Outre ces paramètres clés utilisés directement dans l'analyse ATEX, l'ingénieur doit également être conscient de l'influence des propriétés suivantes sur la probabilité d'explosion.

Tableau 3 : Autres propriétés de la poudre d'intérêt dans les études ATEX

Propriété Influence sur l'explosion
Granulométrie En général, l'explosivité d'un nuage de poussière augmentera si les particules deviennent plus petites. En effet, la surface disponible pour la combustion augmentera si le solide est plus divisé.
Au contraire, à partir de 200-500 microns, l'explosion ne sera plus possible. Il convient toutefois de noter que cette limite n'est généralement pas utilisée dans l'étude ATEX, car les fines présentes dans un produit ayant une PSD d'environ 500 microns peuvent être suffisantes pour déclencher une explosion dans certains cas.
Concentration d'explosion Il existe une limite de concentration en dessous de laquelle l'explosion ne se produira pas. En regardant la littérature, cette valeur varie de 0,010 à 0,100 kg/m3. Elle dépend fortement du produit.
D'un autre côté, il existe une limite de concentration maximale au-dessus de laquelle l'explosion ne peut pas se produire non plus. Elle varie de 1 à 10 kg/m3.
Humidité L'humidité de la poudre est en général bonne pour réduire le risque d'explosion. Plus elle est humide, moins l'explosion est probable. Il pourrait être intéressant, lors de l'analyse ATEX, de connaître le niveau d'humidité de la poudre traitée. Une limite de 30 % peut être trouvée dans la littérature comme étant la limite au-dessus de laquelle l'explosion n'est pas probable.

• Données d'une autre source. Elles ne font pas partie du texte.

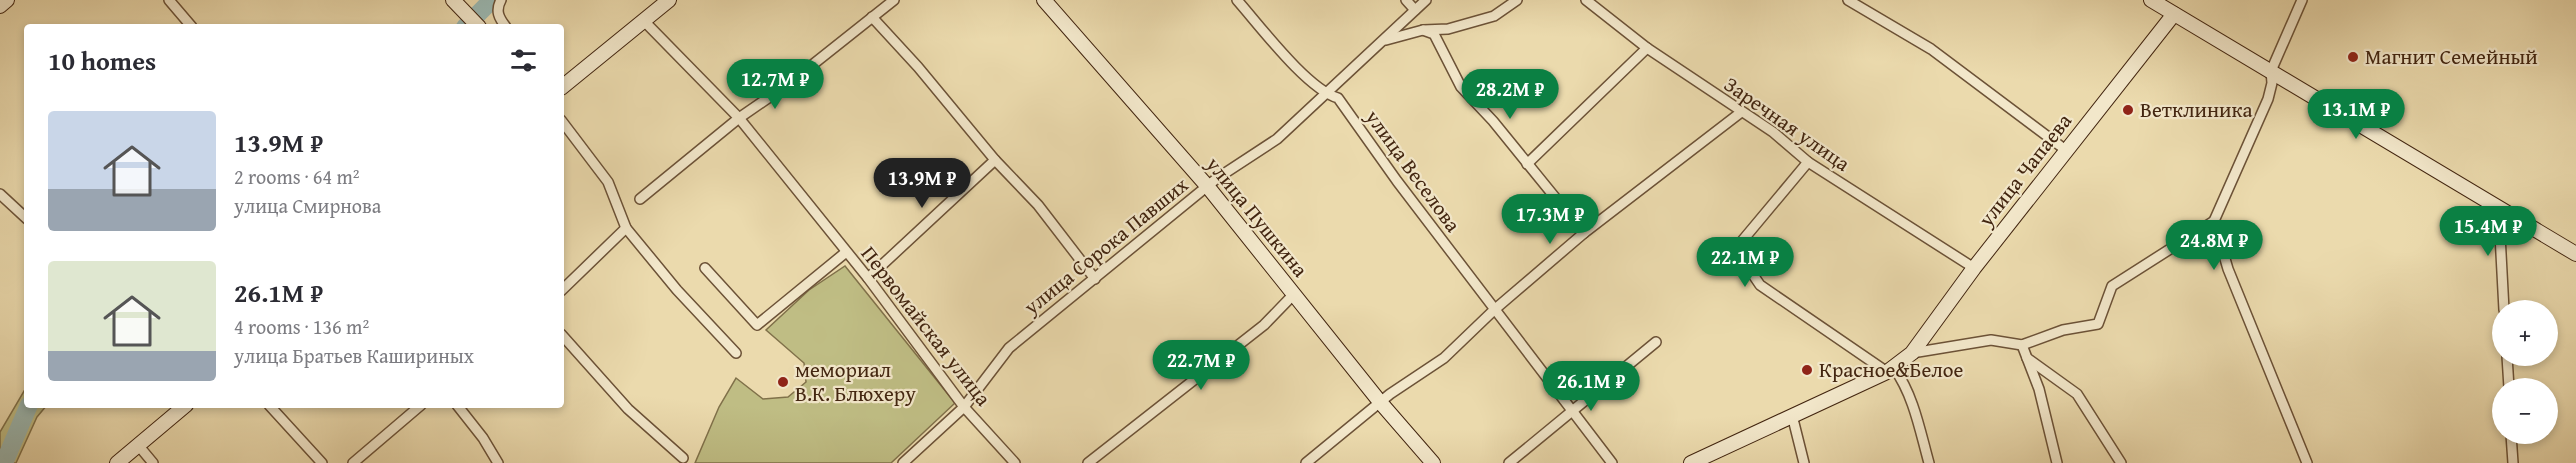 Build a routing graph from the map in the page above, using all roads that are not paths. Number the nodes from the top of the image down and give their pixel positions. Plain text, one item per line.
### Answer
1 (7, 0) edge
2 (169, 0) edge
3 (501, 0) edge
4 (669, 0) edge
5 (894, 0) edge
6 (1044, 0) edge
7 (1238, 0) edge
8 (1406, 0) edge
9 (1426, 0) edge
10 (1517, 0) edge
11 (1586, 0) edge
12 (1848, 0) edge
13 (2151, 0) edge
14 (2302, 0) edge
15 (455, 2) edge
16 (0, 6) edge
17 (1415, 10) junction
18 (2174, 14) junction
19 (872, 17) junction
20 (644, 21) junction
21 (189, 24) edge
22 (476, 24) edge
23 (504, 24) edge
24 (1423, 30) junction
25 (1383, 41) junction
26 (1647, 48) junction
27 (2271, 71) junction
28 (564, 86) edge
29 (1326, 94) junction
30 (1740, 113) junction
31 (739, 118) junction
32 (564, 124) edge
33 (2067, 151) junction
34 (996, 160) junction
35 (1808, 162) junction
36 (1527, 164) junction
37 (1208, 187) junction
38 (0, 194) edge
39 (640, 199) dead end
40 (2502, 209) junction
41 (24, 216) edge
42 (2214, 221) junction
43 (626, 228) junction
44 (1584, 233) junction
45 (845, 253) junction
46 (2576, 254) edge
47 (705, 267) dead end
48 (1974, 267) junction
49 (868, 278) junction
50 (1095, 279) junction
51 (564, 288) edge
52 (1293, 295) junction
53 (2503, 300) edge
54 (1494, 310) junction
55 (564, 337) edge
56 (1656, 342) dead end
57 (2022, 345) junction
58 (736, 353) dead end
59 (1912, 353) junction
60 (2027, 358) junction
61 (1890, 370) junction
62 (1380, 402) junction
63 (964, 407) junction
64 (182, 408) edge
65 (272, 408) edge
66 (417, 408) edge
67 (459, 408) edge
68 (1571, 411) junction
69 (1792, 415) junction
70 (2512, 444) edge
71 (138, 445) junction
72 (684, 458) dead end
73 (117, 463) edge
74 (153, 463) edge
75 (322, 463) edge
76 (353, 463) edge
77 (498, 463) edge
78 (903, 463) edge
79 (1015, 463) edge
80 (1088, 463) edge
81 (1306, 463) edge
82 (1433, 463) edge
83 (1509, 463) edge
84 (1612, 463) edge
85 (1690, 463) edge
86 (1804, 463) edge
87 (1929, 463) edge
88 (2056, 463) edge
89 (2121, 463) edge
90 (2307, 463) edge
91 (2513, 463) edge

1 - 16 street
2 - 21 street
3 - 23 street
4 - 20 street
5 - 19 street
6 - 37 street, улица Пушкина
7 - 29 street, улица Веселова
8 - 17 street
9 - 17 street, улица Сорока Павших
10 - 24 street
11 - 26 street, Заречная улица
12 - 33 street
13 - 18 street
14 - 27 street
15 - 22 street
17 - 25 street, улица Сорока Павших
18 - 27 street
18 - 33 street, улица Чапаева
19 - 31 street
19 - 34 street
20 - 28 street
20 - 31 street, Первомайская улица
24 - 25 street
24 - 36 street
25 - 29 street, улица Сорока Павших
26 - 30 street, Заречная улица
26 - 36 street
27 - 40 street
27 - 42 street
29 - 37 street, улица Сорока Павших
29 - 54 street, улица Веселова
30 - 35 street, Заречная улица
30 - 44 street
31 - 39 street
31 - 45 street, Первомайская улица
32 - 43 street
33 - 48 street, улица Чапаева
34 - 49 street
34 - 50 street
35 - 48 street, Заречная улица
35 - 61 street
36 - 44 street
37 - 50 street, улица Сорока Павших
37 - 52 street, улица Пушкина
38 - 41 street
40 - 46 street
40 - 53 street
42 - 57 street
42 - 90 street
43 - 51 street
43 - 58 street
44 - 54 street
45 - 47 street
45 - 49 street, Первомайская улица
48 - 59 street, улица Чапаева
49 - 63 street, Первомайская улица
50 - 63 street, улица Сорока Павших
52 - 62 street, улица Пушкина
52 - 80 street
54 - 62 street
54 - 68 street, улица Веселова
55 - 72 street
56 - 68 street
57 - 59 street
57 - 60 street
59 - 61 street, улица Чапаева
60 - 88 street
60 - 89 street
61 - 69 street, улица Чапаева
61 - 87 street
62 - 81 street
62 - 82 street, улица Пушкина
63 - 78 street, улица Сорока Павших
63 - 79 street, Первомайская улица
64 - 71 street
65 - 75 street
66 - 76 street
67 - 77 street
68 - 83 street
68 - 84 street, улица Веселова
69 - 85 street, улица Чапаева
69 - 86 street
70 - 91 street
71 - 73 street
71 - 74 street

3. Prévention et protection contre les explosions de poussière

La prévention des explosions consistera à ÉVITER l'explosion en prenant certaines mesures pour agir sur certains des paramètres permettant une explosion - voir le pentagone de l'explosion

Tableau 4 : Prévention des explosions

Mesure Action
Maintien de la propreté C'est la mesure la plus élémentaire, mais aussi la plus efficace : la poussière ne doit pas s'accumuler là où elle n'est pas censée être ! La poussière dans l'environnement de travail peut être remise en suspension et déclencher une explosion, par exemple. Très souvent, la première explosion n'est pas responsable ou des dommages les plus importants, mais c'est l'explosion secondaire causée par la poussière qui se trouvait dans le bâtiment, qui a été mise en suspension, et qui a ensuite explosé à une échelle beaucoup plus importante [PBE]. Toute fuite de poussière doit être nettoyée et la cause racine identifiée et corrigée.
Inertage L'utilisation d'azote ou de dioxyde de carbone dans le processus permet de descendre en dessous de la concentration maximale d'oxygène pour déclencher une explosion. Pour ce faire, le gaz d'inertage doit être disponible, le processus doit être conçu pour contrôler la concentration d'oxygène et réguler l'inertage en conséquence, afin de rester toujours dans la zone sûre. L'opérateur de l'usine devra également évaluer les risques induits par l'inertage lui-même.
Suppression des sources d'inflammation Le processus et son fonctionnement doivent être conçus pour éliminer les sources d'inflammation :

Thermique : la mesure MIT doit être utilisée pour concevoir le processus de telle sorte que les sources de chaleur soient toujours inférieures à cette valeur. L'exploitation de l'usine ne doit pas autoriser d'intervention sur le processus si le processus n'a pas été correctement nettoyé et libéré par une procédure d'autorisation de travail.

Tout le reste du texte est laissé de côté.